» **Task statement**
Where does the word "dead" show up in the records? Copy every line that has it.

══════════════════════════════

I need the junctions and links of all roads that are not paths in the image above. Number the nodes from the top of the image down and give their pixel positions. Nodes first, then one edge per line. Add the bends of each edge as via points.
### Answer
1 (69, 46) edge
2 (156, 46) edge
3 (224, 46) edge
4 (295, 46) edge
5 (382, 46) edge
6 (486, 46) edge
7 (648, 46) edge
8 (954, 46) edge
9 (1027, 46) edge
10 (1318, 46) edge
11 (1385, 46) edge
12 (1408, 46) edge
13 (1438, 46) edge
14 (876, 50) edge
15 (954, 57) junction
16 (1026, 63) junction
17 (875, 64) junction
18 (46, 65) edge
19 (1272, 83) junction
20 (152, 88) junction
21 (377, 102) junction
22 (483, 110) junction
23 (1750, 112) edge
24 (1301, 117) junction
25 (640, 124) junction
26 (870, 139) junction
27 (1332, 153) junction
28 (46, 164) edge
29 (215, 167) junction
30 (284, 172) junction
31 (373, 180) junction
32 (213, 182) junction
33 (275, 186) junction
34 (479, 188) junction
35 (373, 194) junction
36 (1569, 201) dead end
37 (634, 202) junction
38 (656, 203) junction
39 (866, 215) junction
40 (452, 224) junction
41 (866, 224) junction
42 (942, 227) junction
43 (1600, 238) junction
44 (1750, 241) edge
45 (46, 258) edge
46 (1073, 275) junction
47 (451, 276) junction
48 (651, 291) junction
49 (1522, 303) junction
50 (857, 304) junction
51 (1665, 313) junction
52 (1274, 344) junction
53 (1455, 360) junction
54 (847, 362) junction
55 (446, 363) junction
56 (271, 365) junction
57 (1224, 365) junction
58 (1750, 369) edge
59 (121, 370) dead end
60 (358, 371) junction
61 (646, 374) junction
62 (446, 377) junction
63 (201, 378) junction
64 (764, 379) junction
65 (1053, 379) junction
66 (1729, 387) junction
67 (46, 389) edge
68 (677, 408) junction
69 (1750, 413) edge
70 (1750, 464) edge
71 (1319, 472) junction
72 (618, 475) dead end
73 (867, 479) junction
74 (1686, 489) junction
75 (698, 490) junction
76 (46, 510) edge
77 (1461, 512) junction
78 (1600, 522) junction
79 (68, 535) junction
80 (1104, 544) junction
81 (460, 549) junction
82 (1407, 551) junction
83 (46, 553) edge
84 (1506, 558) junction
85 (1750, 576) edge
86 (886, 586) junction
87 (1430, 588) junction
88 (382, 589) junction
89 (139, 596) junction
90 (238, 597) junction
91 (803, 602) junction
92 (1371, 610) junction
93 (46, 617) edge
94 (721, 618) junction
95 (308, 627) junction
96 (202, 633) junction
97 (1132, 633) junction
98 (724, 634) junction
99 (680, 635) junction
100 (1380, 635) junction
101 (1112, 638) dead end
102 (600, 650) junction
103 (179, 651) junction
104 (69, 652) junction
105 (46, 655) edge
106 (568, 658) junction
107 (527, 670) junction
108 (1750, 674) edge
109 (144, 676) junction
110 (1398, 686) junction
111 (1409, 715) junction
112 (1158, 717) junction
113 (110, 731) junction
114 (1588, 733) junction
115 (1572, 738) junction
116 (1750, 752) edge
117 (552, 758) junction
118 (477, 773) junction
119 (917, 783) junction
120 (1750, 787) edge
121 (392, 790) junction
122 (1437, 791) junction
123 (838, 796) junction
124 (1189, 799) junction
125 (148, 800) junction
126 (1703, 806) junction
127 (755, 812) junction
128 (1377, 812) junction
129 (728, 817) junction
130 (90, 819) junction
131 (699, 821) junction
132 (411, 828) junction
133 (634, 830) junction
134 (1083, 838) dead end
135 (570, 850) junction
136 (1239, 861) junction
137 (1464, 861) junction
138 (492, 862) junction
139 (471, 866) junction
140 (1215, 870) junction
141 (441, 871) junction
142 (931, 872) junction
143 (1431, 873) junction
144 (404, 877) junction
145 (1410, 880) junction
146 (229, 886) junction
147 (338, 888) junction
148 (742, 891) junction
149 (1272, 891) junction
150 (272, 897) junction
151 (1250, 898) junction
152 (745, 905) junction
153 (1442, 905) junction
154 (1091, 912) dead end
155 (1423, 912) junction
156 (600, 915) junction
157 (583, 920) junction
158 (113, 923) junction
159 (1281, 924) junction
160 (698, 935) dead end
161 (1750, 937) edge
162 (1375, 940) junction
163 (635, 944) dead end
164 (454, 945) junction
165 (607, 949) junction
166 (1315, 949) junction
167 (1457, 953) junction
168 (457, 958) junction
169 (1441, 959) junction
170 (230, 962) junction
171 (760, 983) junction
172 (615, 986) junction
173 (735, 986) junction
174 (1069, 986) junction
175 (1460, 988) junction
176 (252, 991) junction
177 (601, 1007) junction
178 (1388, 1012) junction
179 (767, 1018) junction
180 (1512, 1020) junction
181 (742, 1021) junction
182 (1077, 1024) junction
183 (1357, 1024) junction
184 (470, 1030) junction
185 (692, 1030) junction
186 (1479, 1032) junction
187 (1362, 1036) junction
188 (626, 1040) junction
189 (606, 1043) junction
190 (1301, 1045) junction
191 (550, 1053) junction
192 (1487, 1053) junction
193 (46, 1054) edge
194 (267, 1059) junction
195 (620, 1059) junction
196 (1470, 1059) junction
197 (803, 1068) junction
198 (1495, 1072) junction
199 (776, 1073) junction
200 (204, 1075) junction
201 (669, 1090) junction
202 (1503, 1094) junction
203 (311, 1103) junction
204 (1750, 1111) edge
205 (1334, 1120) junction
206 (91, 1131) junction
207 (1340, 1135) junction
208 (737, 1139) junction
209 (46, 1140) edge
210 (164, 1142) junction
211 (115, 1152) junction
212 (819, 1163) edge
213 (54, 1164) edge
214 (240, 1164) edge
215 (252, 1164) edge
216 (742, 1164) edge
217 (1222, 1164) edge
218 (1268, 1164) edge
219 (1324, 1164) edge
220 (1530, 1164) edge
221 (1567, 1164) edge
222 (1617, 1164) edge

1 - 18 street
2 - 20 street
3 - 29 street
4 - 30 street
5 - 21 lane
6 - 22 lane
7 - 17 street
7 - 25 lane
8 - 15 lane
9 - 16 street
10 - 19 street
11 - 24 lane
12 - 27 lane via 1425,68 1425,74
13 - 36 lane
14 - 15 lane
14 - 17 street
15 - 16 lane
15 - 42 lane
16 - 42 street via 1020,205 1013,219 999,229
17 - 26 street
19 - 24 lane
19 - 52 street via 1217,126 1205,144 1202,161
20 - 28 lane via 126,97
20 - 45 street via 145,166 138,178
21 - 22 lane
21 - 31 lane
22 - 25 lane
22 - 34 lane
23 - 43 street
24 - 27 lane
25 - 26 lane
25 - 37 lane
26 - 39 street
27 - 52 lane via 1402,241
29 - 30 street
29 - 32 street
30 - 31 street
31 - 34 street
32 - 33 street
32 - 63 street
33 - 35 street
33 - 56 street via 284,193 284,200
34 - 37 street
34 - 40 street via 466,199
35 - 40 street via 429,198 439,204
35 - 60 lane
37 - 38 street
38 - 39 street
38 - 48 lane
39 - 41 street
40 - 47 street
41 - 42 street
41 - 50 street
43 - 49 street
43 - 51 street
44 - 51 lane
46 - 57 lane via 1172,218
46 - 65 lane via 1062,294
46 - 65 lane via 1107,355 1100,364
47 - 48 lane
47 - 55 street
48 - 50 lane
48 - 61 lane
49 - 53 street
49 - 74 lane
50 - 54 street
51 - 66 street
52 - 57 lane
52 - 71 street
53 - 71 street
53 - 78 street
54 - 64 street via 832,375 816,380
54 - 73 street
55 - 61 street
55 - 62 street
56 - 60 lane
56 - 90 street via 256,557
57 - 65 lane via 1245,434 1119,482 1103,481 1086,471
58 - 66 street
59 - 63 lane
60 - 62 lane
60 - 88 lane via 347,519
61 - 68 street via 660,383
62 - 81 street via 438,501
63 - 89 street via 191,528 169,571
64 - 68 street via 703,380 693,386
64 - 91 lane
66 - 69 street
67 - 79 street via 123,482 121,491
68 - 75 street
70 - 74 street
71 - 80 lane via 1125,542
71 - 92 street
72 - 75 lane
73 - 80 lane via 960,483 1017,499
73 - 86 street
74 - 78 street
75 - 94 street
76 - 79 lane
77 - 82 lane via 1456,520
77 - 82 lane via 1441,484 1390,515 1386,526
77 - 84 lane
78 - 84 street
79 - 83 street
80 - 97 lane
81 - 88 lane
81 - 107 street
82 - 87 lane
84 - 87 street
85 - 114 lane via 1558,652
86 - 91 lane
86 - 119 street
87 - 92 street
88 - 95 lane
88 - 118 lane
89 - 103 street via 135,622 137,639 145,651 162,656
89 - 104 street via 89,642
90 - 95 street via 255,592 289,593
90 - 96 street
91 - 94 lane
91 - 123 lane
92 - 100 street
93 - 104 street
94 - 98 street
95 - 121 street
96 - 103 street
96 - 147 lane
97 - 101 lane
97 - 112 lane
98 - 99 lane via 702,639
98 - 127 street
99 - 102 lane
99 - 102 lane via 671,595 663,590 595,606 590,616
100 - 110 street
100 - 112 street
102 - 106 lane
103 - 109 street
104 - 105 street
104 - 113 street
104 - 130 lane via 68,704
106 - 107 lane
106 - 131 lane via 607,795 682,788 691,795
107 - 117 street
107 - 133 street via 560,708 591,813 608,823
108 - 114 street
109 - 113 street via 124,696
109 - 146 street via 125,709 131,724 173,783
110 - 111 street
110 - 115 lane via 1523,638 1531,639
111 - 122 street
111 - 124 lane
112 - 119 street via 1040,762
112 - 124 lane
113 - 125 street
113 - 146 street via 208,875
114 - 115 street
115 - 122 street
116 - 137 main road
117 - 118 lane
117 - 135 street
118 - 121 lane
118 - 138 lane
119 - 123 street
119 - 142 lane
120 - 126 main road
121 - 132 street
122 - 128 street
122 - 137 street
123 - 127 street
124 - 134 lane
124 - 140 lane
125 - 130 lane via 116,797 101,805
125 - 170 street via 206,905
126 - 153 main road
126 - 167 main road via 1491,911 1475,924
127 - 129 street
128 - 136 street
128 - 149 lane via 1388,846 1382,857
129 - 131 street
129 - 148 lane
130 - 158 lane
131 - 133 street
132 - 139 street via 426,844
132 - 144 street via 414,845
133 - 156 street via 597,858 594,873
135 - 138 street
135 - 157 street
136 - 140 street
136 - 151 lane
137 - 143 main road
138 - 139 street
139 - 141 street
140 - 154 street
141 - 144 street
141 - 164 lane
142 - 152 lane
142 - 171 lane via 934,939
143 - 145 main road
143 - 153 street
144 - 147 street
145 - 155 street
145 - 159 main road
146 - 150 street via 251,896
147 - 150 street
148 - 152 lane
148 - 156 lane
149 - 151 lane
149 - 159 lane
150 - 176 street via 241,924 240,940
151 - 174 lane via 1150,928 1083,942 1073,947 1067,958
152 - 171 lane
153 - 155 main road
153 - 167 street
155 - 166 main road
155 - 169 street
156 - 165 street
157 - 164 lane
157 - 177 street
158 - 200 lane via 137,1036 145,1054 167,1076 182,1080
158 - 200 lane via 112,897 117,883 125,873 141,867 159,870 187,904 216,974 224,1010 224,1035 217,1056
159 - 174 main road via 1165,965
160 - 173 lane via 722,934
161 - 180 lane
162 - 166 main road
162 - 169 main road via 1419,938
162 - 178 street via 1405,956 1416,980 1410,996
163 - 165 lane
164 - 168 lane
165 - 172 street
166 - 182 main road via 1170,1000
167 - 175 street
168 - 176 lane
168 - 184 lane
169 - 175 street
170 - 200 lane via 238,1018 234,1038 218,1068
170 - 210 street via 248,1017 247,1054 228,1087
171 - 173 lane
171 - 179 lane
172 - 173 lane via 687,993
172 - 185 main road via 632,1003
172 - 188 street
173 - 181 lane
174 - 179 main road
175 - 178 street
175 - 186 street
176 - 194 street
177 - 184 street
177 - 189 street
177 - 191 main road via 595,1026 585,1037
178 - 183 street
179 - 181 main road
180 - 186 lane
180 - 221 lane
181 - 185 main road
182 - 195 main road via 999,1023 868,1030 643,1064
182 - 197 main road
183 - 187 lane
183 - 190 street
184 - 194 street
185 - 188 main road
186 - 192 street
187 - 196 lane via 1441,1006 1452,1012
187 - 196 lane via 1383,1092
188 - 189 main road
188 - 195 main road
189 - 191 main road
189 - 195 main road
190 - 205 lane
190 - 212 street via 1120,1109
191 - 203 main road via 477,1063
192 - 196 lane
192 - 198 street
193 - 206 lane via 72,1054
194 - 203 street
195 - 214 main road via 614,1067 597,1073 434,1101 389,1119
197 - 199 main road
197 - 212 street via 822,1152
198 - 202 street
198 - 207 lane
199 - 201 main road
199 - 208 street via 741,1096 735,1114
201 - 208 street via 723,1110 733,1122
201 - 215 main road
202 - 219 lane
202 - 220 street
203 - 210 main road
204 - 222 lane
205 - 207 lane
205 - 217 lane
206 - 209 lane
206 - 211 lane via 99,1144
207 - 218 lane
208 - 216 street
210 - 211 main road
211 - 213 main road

══════════════════════════════

» **Reply**
36 (1569, 201) dead end
59 (121, 370) dead end
72 (618, 475) dead end
101 (1112, 638) dead end
134 (1083, 838) dead end
154 (1091, 912) dead end
160 (698, 935) dead end
163 (635, 944) dead end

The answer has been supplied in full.